There’s a catch in the middle though. The abstraction layers like LiveKit and Deepgram buy you a lot of that portability, but they tend to give you the lowest common denominator across providers, you don’t always get a given provider’s newest tricks. Go provider-native and you get the cutting edge along with the lock-in that comes with it. The bit to really watch is that native is close to a one-way door on voice identity, a custom voice you build on one provider usually can’t come with you when you leave. So we’ll just swap later is a tax you end up paying up front, whether you meant to or not.

Beware the non-technical side

All of the above is the fun engineering part. The part that’ll actually get you in trouble is everything around it. I’m not a lawyer, but a few things came up often enough that you want them on your radar early, not after you’ve shipped.

First, a voice is biometric data. A voiceprint can identify a person, which drags audio into a different category than your usual text logs. GDPR treats it as special category data, several US states have their own biometric laws like Illinois’ BIPA, and Australia’s Privacy Act reforms are tightening here too. Storing a pile of recorded conversations is not the casual thing it can feel like.

Then there’s what the provider does with your audio. Plenty of consumer tiers will train on it by default, while the enterprise tiers or a zero data retention arrangement turn that off, and you really want to know which one you’re actually on, especially if any of your speakers are children. Which brings me to the bit I cared about most building for kids, children’s data is its own world, EU AI Act in Europe and COPPA in the US and equivalents elsewhere, and it’s a big reason why my business went the direction it did, the data handling guarantees were the whole point.

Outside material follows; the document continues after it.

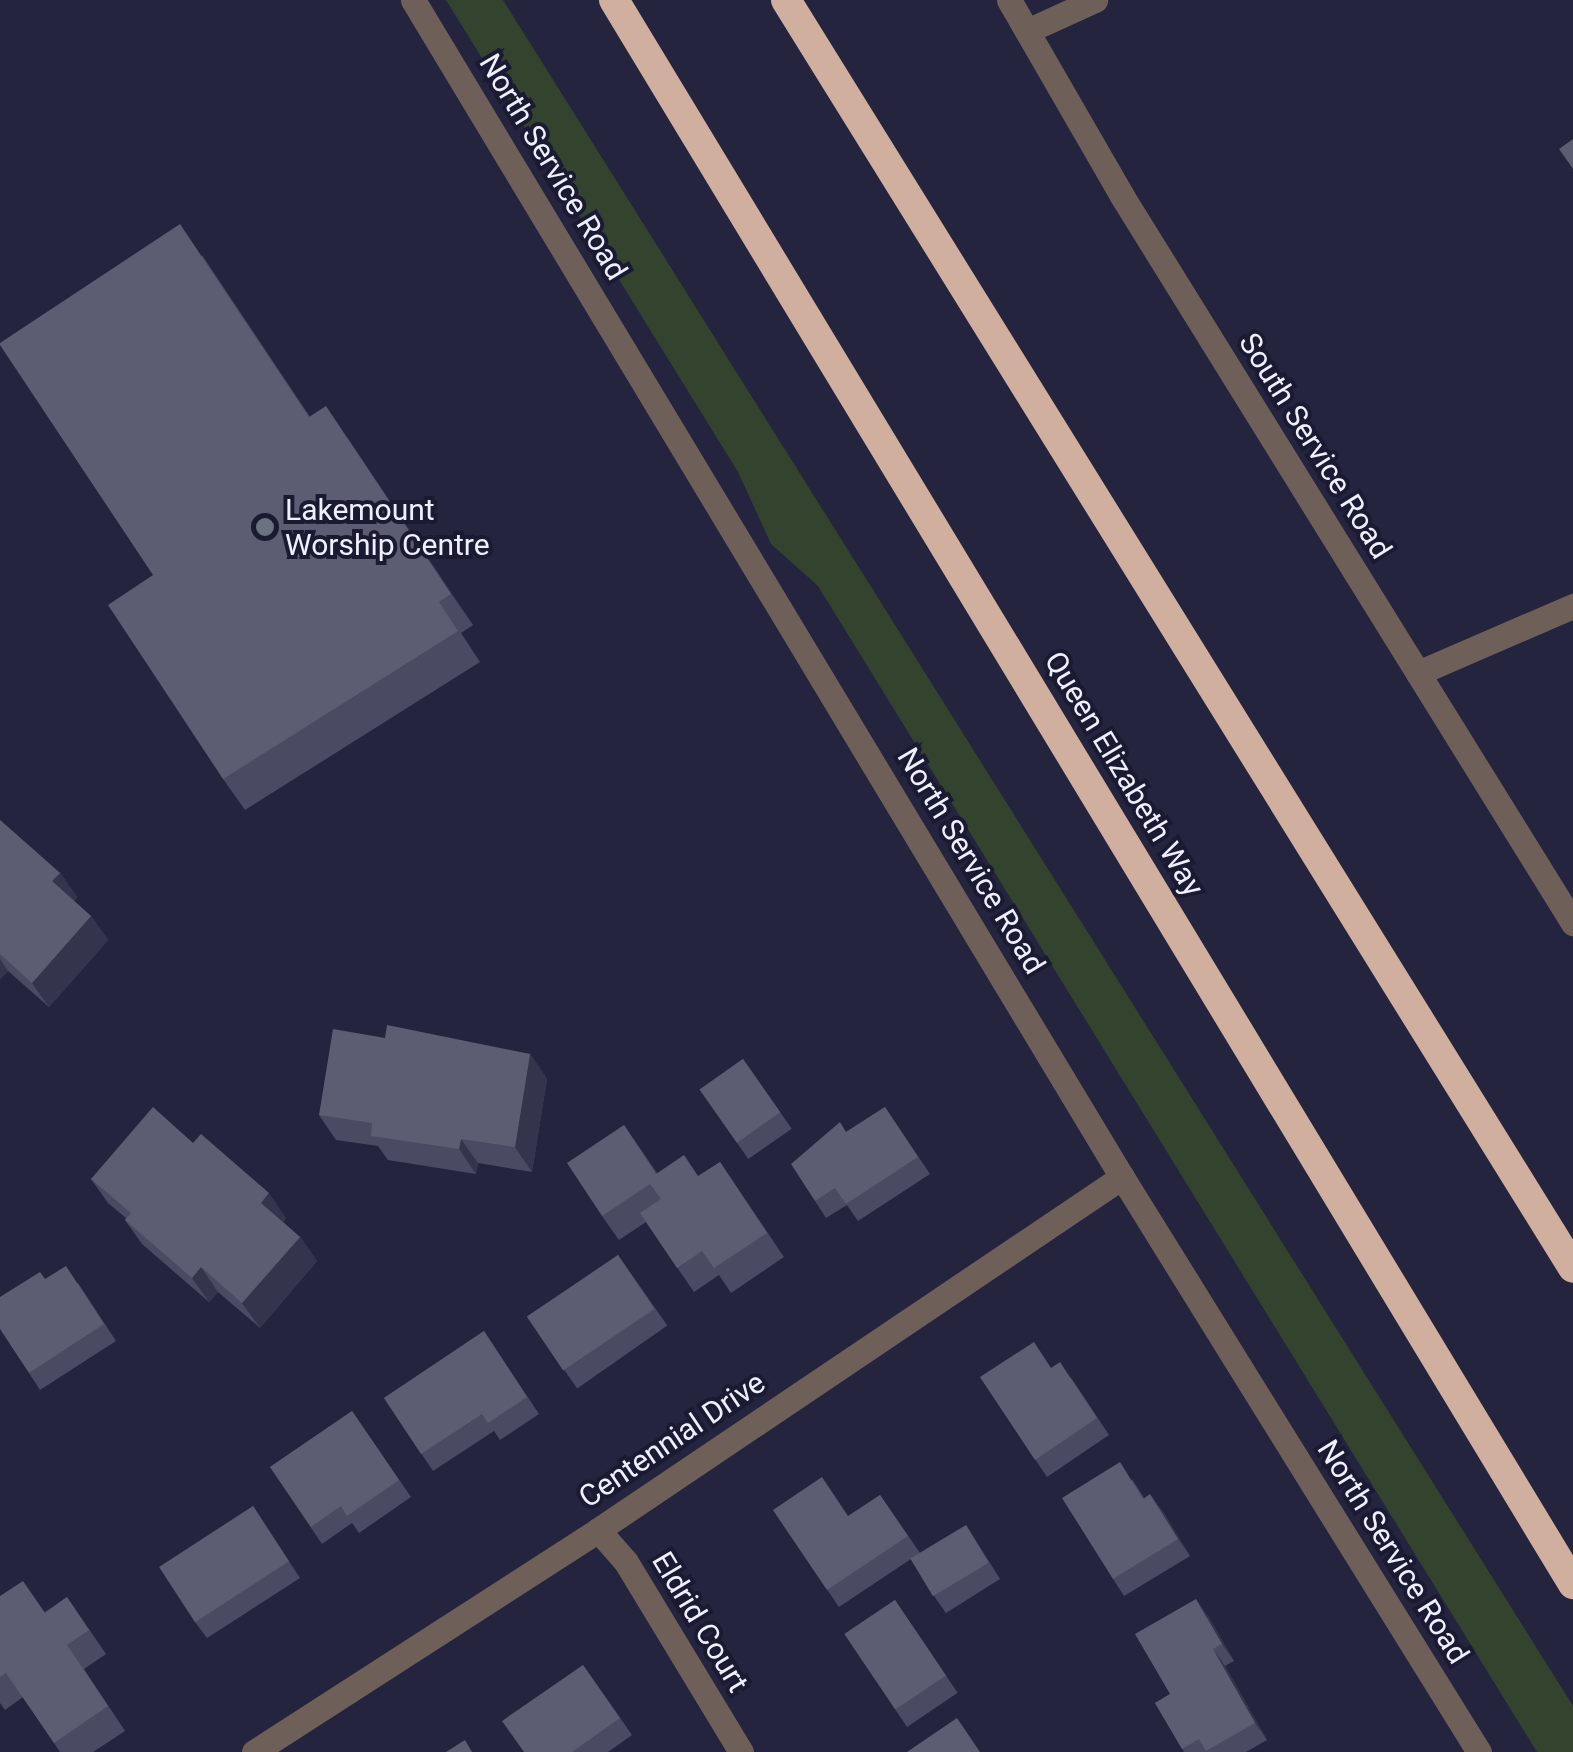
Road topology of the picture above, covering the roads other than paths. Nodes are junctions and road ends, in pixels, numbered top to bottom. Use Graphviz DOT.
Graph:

The last cluster is consent and disclosure. Depending on where your users are, you may be legally required to tell them they’re talking to an AI at all, the EU AI Act has transparency rules along these lines, and plenty of jurisdictions need consent before you record a conversation in the first place. If you’re cloning a voice, the provider’s terms almost certainly require the consent of the person being cloned, don’t skip that one. And underneath all of it sits data residency, where the audio is actually being processed, and who can compel access to it once it’s sitting there. None of this is as fun as chasing latency or experimenting with cool voices, but it’s the stuff that decides whether you’ve built a product or a liability.

Conclusion

So which one should you use? I’m going to resist handing you a winner, because there isn’t one. The fork comes down to what you’re optimising for. If you need control, observability and predictable costs, a cascade gives you that, at the price of a little of the magic. If you want the lowest latency floor and that alive feeling, native gets you there, and you give up some control and a lot of visibility to do it. Today I tend to reach for a cascade like ElevenLabs when the thing has to be auditable or run cheaply at scale, and native like Gemini when the experience itself is the product and it has to feel human. Ask me again in six months though, because the two approaches are quietly converging, native is getting more controllable and cascades are getting faster, so wherever the line sits today, it’s going to move.

One last thing worth saying out loud. Sometimes voice is just the wrong interface. For anything that needs precision, or scanning back over information, or careful review, or just doing quietly in a room full of other people, a screen still wins and it isn’t close. Voice is great when a conversation is the right shape for the problem. The skill I’m still working on, even after eighteen months, is telling the difference between when that’s true and when I’m reaching for it because it’s the shiny new toy. Mostly it’s the right call. Occasionally it isn’t, and the honest work is admitting which before you build, not after.